**PROBLEM TO WORK ON**
Return the lines below in which the string "Gharabawy" occurs.
------ MATERIAL SHOWN ------
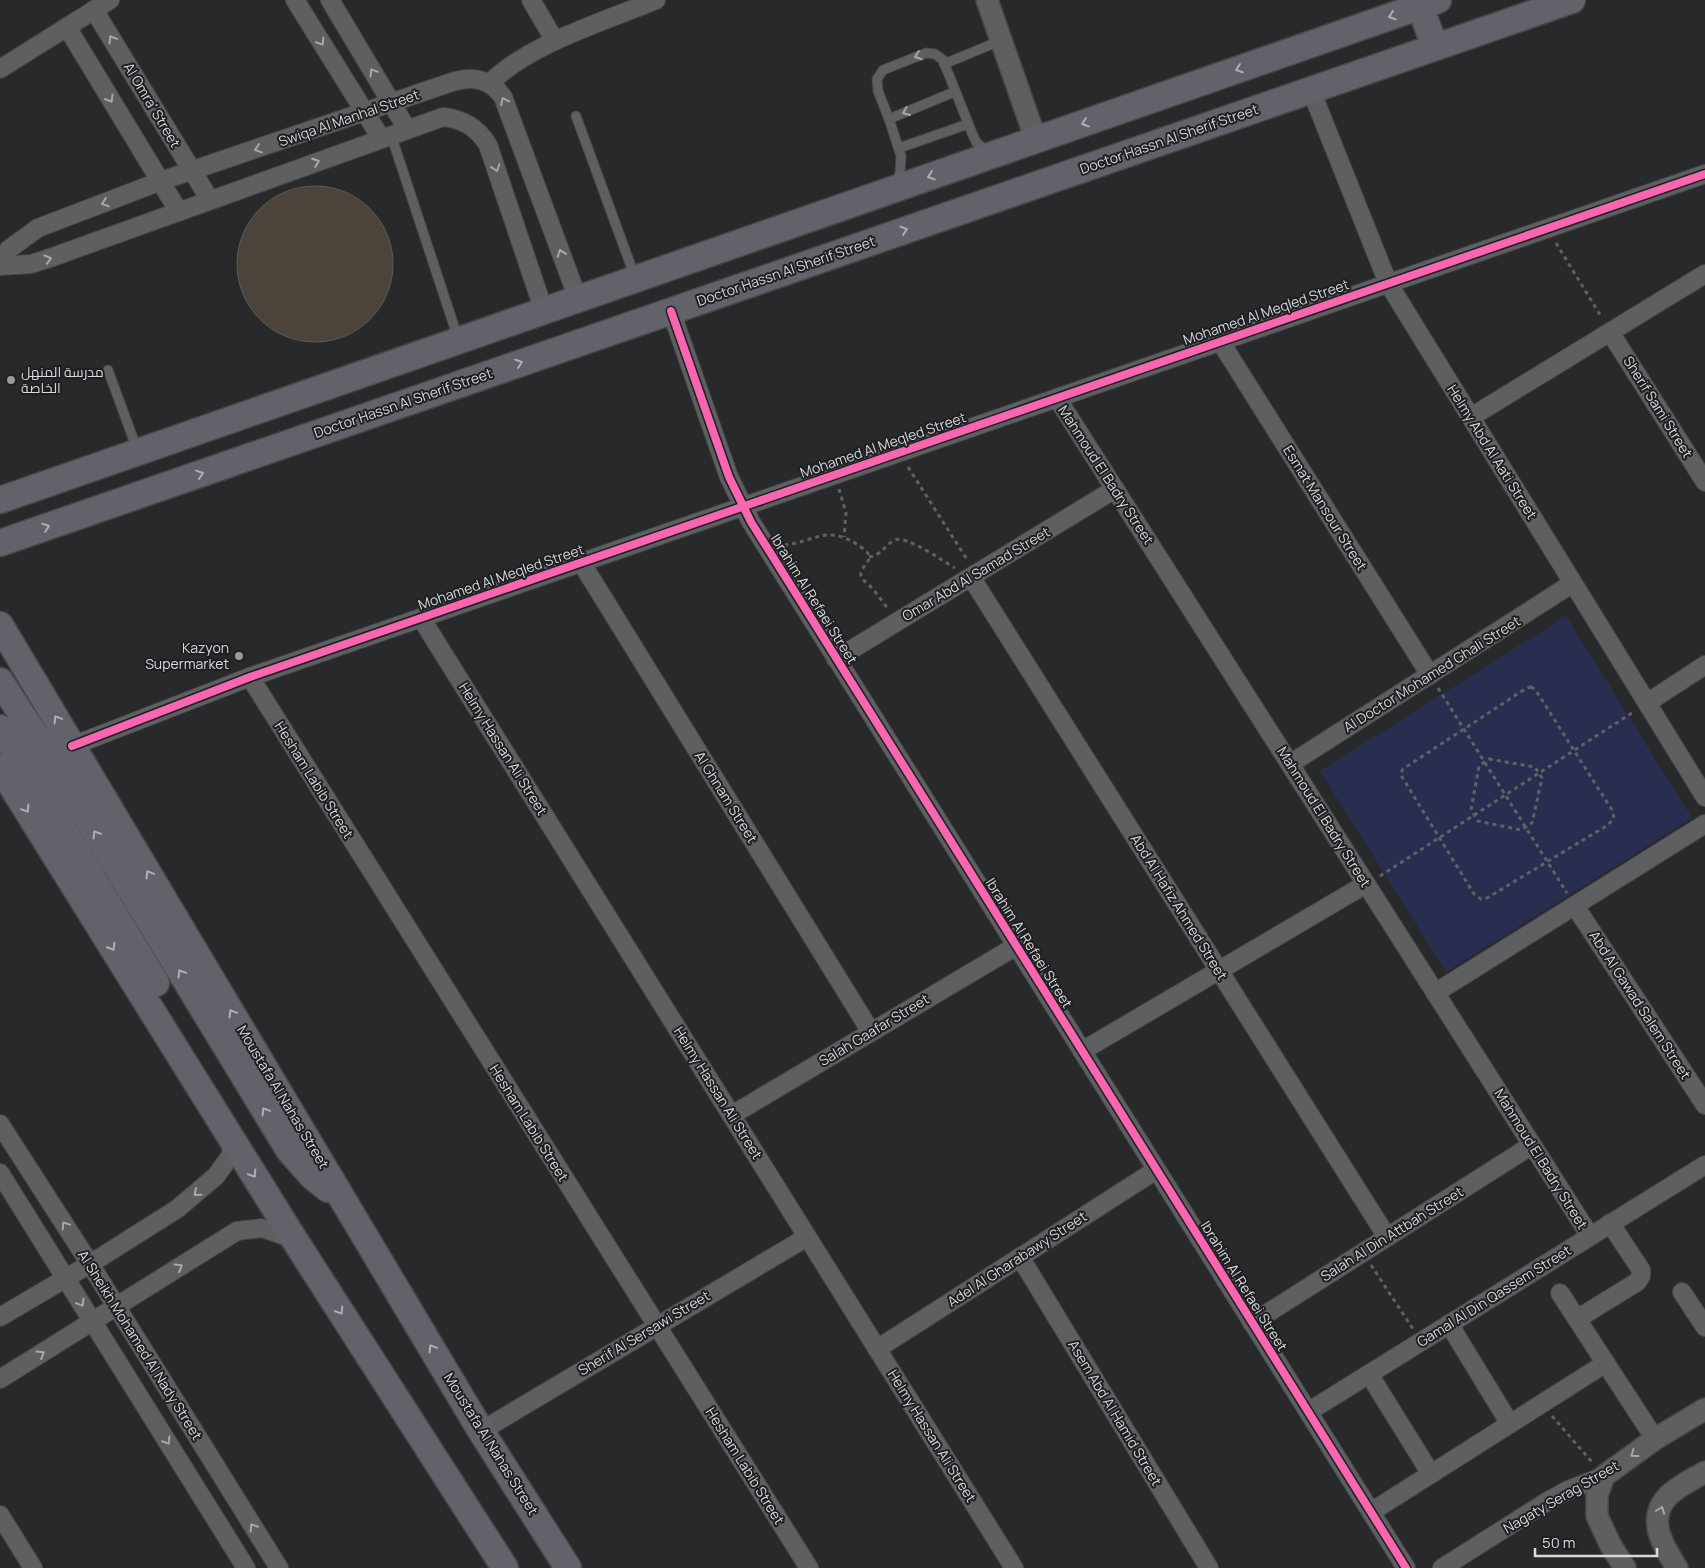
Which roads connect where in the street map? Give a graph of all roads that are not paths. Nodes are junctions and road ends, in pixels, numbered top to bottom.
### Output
1 (110, 0) edge
2 (295, 0) edge
3 (330, 0) edge
4 (531, 0) edge
5 (656, 0) edge
6 (987, 0) edge
7 (1572, 0) edge
8 (1429, 3) edge
9 (94, 10) junction
10 (67, 27) junction
11 (1002, 40) junction
12 (555, 41) junction
13 (1435, 47) junction
14 (944, 64) junction
15 (0, 69) edge
16 (490, 83) junction
17 (1182, 89) junction
18 (1311, 90) junction
19 (954, 92) junction
20 (392, 104) junction
21 (364, 113) junction
22 (576, 116) dead end
23 (889, 118) junction
24 (968, 124) junction
25 (1197, 129) junction
26 (393, 134) junction
27 (1036, 140) junction
28 (899, 148) junction
29 (991, 155) junction
30 (192, 171) junction
31 (1705, 174) edge
32 (161, 181) junction
33 (892, 189) junction
34 (210, 200) junction
35 (179, 212) junction
36 (0, 262) edge
37 (0, 266) edge
38 (1705, 274) edge
39 (636, 279) junction
40 (1388, 283) junction
41 (578, 299) junction
42 (544, 311) junction
43 (671, 311) junction
44 (1610, 332) junction
45 (459, 340) junction
46 (1220, 342) junction
47 (108, 370) dead end
48 (1057, 398) junction
49 (1471, 417) junction
50 (138, 452) junction
51 (1705, 482) edge
52 (1115, 489) junction
53 (0, 500) edge
54 (742, 506) junction
55 (0, 542) edge
56 (581, 562) junction
57 (973, 575) junction
58 (1573, 584) junction
59 (421, 618) junction
60 (0, 625) edge
61 (9, 648) edge
62 (836, 659) junction
63 (1705, 665) edge
64 (1430, 675) junction
65 (250, 677) junction
66 (0, 681) edge
67 (1647, 703) junction
68 (0, 728) edge
69 (72, 746) junction
70 (1290, 764) junction
71 (0, 767) edge
72 (1705, 797) edge
73 (1705, 824) edge
74 (1366, 884) junction
75 (1575, 906) junction
76 (1016, 946) junction
77 (1220, 971) junction
78 (1435, 993) junction
79 (871, 1032) junction
80 (1082, 1052) junction
81 (1705, 1105) edge
82 (732, 1115) junction
83 (0, 1124) edge
84 (232, 1140) junction
85 (1532, 1145) junction
86 (1705, 1165) edge
87 (1156, 1170) junction
88 (0, 1173) edge
89 (343, 1199) junction
90 (1610, 1223) junction
91 (1590, 1236) junction
92 (807, 1237) junction
93 (1388, 1237) junction
94 (294, 1239) junction
95 (1020, 1257) junction
96 (90, 1264) junction
97 (66, 1278) junction
98 (1682, 1292) dead end
99 (1560, 1293) dead end
100 (116, 1307) junction
101 (0, 1317) edge
102 (1577, 1319) junction
103 (93, 1322) junction
104 (1252, 1323) junction
105 (1449, 1324) junction
106 (657, 1326) junction
107 (1705, 1327) edge
108 (878, 1349) junction
109 (1606, 1363) junction
110 (1369, 1374) junction
111 (0, 1379) edge
112 (1705, 1409) edge
113 (1308, 1412) junction
114 (1510, 1424) junction
115 (481, 1431) junction
116 (1654, 1439) junction
117 (1705, 1472) edge
118 (1431, 1474) junction
119 (1604, 1476) junction
120 (1370, 1512) junction
121 (0, 1515) edge
122 (33, 1568) edge
123 (246, 1568) edge
124 (278, 1568) edge
125 (504, 1568) edge
126 (568, 1568) edge
127 (809, 1568) edge
128 (1014, 1568) edge
129 (1209, 1568) edge
130 (1406, 1568) edge
131 (1442, 1568) edge
132 (1625, 1568) edge
133 (1677, 1568) edge

1 - 9 street
2 -> 21 street
20 -> 3 street
4 - 12 street
5 - 12 street
6 - 11 street
7 - 13 main road, Doctor Hassn Al Sherif Street
8 - 13 main road
8 -> 17 main road
9 - 10 street
30 -> 9 street, Al Omra' Street
10 - 15 street
10 -> 32 street
11 - 14 lane
11 - 27 street
12 - 16 street
13 - 18 main road, Doctor Hassn Al Sherif Street
14 - 19 lane
14 -> 23 lane
16 - 20 street, Swiqa Al Manhal Street
41 -> 16 street
17 - 25 main road
17 -> 27 main road
18 - 25 main road, Doctor Hassn Al Sherif Street
18 - 40 street, Helmy Abd Al Aati Street
19 -> 23 lane
19 - 24 lane
20 - 21 street, Swiqa Al Manhal Street
20 - 26 street
21 - 26 street
21 -> 30 street, Swiqa Al Manhal Street
22 - 39 lane
23 - 28 lane
24 - 28 lane
24 - 29 lane
43 -> 25 main road, Doctor Hassn Al Sherif Street
34 -> 26 street
26 -> 42 street
26 - 45 lane
27 - 29 main road
28 - 33 lane
29 -> 33 main road
30 - 32 street, Swiqa Al Manhal Street
30 - 34 street, Al Omra' Street
31 - 40 street, Mohamed Al Meqled Street
32 - 35 street
32 -> 36 street, Swiqa Al Manhal Street
33 - 39 main road
34 - 35 street
37 -> 35 street
38 - 44 street
39 - 41 main road
40 - 46 street, Mohamed Al Meqled Street
40 - 49 street, Helmy Abd Al Aati Street
41 - 42 main road
42 - 45 main road
43 - 54 street, Ibrahim Al Refaei Street
55 -> 43 main road, Doctor Hassn Al Sherif Street
44 - 49 street
44 - 51 street, Sherif Sami Street
45 - 50 main road
46 - 48 street, Mohamed Al Meqled Street
46 - 64 street, Esmat Mansour Street
47 - 50 lane
48 - 52 street, Mahmoud El Badry Street
48 - 54 street, Mohamed Al Meqled Street
49 - 58 street, Helmy Abd Al Aati Street
50 - 53 main road
52 - 57 street, Omar Abd Al Samad Street
52 - 70 street, Mahmoud El Badry Street
54 - 56 street, Mohamed Al Meqled Street
54 - 62 street, Ibrahim Al Refaei Street
56 - 59 street, Mohamed Al Meqled Street
56 - 79 street, Al Ghnam Street
57 - 62 street, Omar Abd Al Samad Street
57 - 77 street, Abd Al Hafiz Ahmed Street
58 - 64 street, Al Doctor Mohamed Ghali Street
58 - 67 street, Helmy Abd Al Aati Street
59 - 65 street, Mohamed Al Meqled Street
59 - 82 street, Helmy Hassan Ali Street
60 - 61 main road, Moustafa Al Nahas Street
69 -> 61 main road, Moustafa Al Nahas Street
62 - 76 street, Ibrahim Al Refaei Street
63 - 67 street
64 - 70 street, Al Doctor Mohamed Ghali Street
65 - 69 street, Mohamed Al Meqled Street
65 - 106 street, Hesham Labib Street
89 -> 66 main road
67 - 72 street, Helmy Abd Al Aati Street
68 - 84 main road
89 -> 69 main road, Moustafa Al Nahas Street
70 - 74 street, Mahmoud El Badry Street
71 -> 84 main road
73 - 75 street
74 - 77 street
74 - 78 street, Mahmoud El Badry Street
75 - 78 street
75 - 81 street, Abd Al Gawad Salem Street
76 - 79 street, Salah Gaafar Street
76 - 80 street, Ibrahim Al Refaei Street
77 - 80 street
77 - 93 street, Abd Al Hafiz Ahmed Street
78 - 85 street, Mahmoud El Badry Street
79 - 82 street, Salah Gaafar Street
80 - 87 street, Ibrahim Al Refaei Street
82 - 92 street, Helmy Hassan Ali Street
96 -> 83 street, Al Sheikh Mohamed Al Nady Street
84 -> 94 main road
84 -> 96 street
85 - 91 street, Mahmoud El Badry Street
85 - 93 street, Salah Al Din Attbah Street
86 - 90 street, Gamal Al Din Qassem Street
87 - 95 street, Adel Al Gharabawy Street
87 - 104 street, Ibrahim Al Refaei Street
88 - 97 street, Al Sheikh Mohamed Al Nady Street
115 -> 89 main road, Moustafa Al Nahas Street
90 - 91 street, Gamal Al Din Qassem Street
90 - 102 street
91 - 105 street, Gamal Al Din Qassem Street
92 - 106 street, Sherif Al Sersawi Street
92 - 108 street, Helmy Hassan Ali Street
93 - 104 street, Salah Al Din Attbah Street
100 -> 94 street
94 -> 125 main road
95 - 108 street, Adel Al Gharabawy Street
95 - 129 street, Asem Abd Al Hamid Street
96 - 97 street
96 - 100 street, Al Sheikh Mohamed Al Nady Street
97 - 101 street
97 -> 103 street, Al Sheikh Mohamed Al Nady Street
98 - 107 street
99 - 102 street
100 - 103 street
124 -> 100 street, Al Sheikh Mohamed Al Nady Street
102 - 109 street
111 -> 103 street
103 -> 123 street, Al Sheikh Mohamed Al Nady Street
104 - 113 street, Ibrahim Al Refaei Street
105 - 110 street, Gamal Al Din Qassem Street
105 - 114 street
106 - 115 street, Sherif Al Sersawi Street
106 - 127 street, Hesham Labib Street
108 - 128 street, Helmy Hassan Ali Street
109 - 114 street
109 - 116 street
110 - 113 street, Gamal Al Din Qassem Street
110 - 118 street
112 - 116 street, Nagaty Serag Street
113 - 120 street, Ibrahim Al Refaei Street
114 - 118 street
115 - 126 main road, Moustafa Al Nahas Street
116 -> 119 street, Nagaty Serag Street
133 -> 117 street
118 - 120 street
119 - 131 street, Nagaty Serag Street
119 - 132 street
120 - 130 street, Ibrahim Al Refaei Street
121 - 122 street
------
**TASK RESULT**
87 - 95 street, Adel Al Gharabawy Street
95 - 108 street, Adel Al Gharabawy Street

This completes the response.